To avoid that, listShards will now stop if it hits a client error.

---------

Co-authored-by: Jarrad Whitaker <jwhitaker 📧 swift-nav.com>
2024-06-06 08:38:16 -07:00
gram-signal
6720a01733
Maintain parent/child shard ordering across shard splits/merges. (#155)
Kinesis allows clients to rely on an invariant that, for a given partition key, the order of records added to the stream will be maintained.  IE: given an input `pkey=x,val=1  pkey=x,val=2  pkey=x,val=3`, the values `1,2,3` will be seen in that order when processed by clients, so long as clients are careful.  It does so by putting all records for a single partition key into a single shard, then maintaining ordering within that shard.

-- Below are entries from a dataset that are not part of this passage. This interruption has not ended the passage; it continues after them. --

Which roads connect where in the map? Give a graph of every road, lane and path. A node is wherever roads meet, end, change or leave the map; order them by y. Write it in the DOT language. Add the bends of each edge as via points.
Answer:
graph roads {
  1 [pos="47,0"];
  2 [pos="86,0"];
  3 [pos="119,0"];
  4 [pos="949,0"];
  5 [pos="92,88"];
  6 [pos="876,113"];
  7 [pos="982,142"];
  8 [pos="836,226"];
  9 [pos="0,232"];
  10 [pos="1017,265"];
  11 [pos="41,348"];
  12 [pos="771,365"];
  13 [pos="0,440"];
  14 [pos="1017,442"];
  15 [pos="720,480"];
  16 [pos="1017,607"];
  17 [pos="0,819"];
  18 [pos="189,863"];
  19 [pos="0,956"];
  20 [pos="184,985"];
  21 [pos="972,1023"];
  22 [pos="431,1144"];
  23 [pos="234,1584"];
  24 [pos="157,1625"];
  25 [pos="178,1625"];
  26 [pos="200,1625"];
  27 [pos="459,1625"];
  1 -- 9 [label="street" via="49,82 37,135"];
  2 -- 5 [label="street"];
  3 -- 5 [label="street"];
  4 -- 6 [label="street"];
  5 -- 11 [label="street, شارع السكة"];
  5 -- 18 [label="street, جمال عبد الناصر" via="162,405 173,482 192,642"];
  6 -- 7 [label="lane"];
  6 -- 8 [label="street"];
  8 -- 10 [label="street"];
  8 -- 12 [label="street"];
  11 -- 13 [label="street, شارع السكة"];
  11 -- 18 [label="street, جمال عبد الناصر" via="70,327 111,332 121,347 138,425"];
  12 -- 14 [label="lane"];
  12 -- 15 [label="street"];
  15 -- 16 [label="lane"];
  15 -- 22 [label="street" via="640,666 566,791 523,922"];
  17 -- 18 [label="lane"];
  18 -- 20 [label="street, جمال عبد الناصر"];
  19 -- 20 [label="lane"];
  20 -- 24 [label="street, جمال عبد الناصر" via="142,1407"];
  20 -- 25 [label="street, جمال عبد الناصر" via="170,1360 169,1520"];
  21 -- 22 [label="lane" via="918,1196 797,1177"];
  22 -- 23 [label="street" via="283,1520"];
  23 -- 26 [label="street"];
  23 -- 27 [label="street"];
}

However, shards can be split and merge, to distribute load better and handle per-shard throughput limits.  Kinesis does this currently by (one or many times) splitting a single shard into two or by merging two adjacent shards into one.  When this occurs, Kinesis still allows for ordering consistency by detailing shard parent/child relationships within its `listShards` outputs.  A split shard A will create children B and C, both with `ParentShardId=A`.  A merging of shards A and B into C will create a new shard C with `ParentShardId=A,AdjacentParentShardId=B`.  So long as clients fully process all records in parents (including adjacent parents) before processing the new shard, ordering will be maintained.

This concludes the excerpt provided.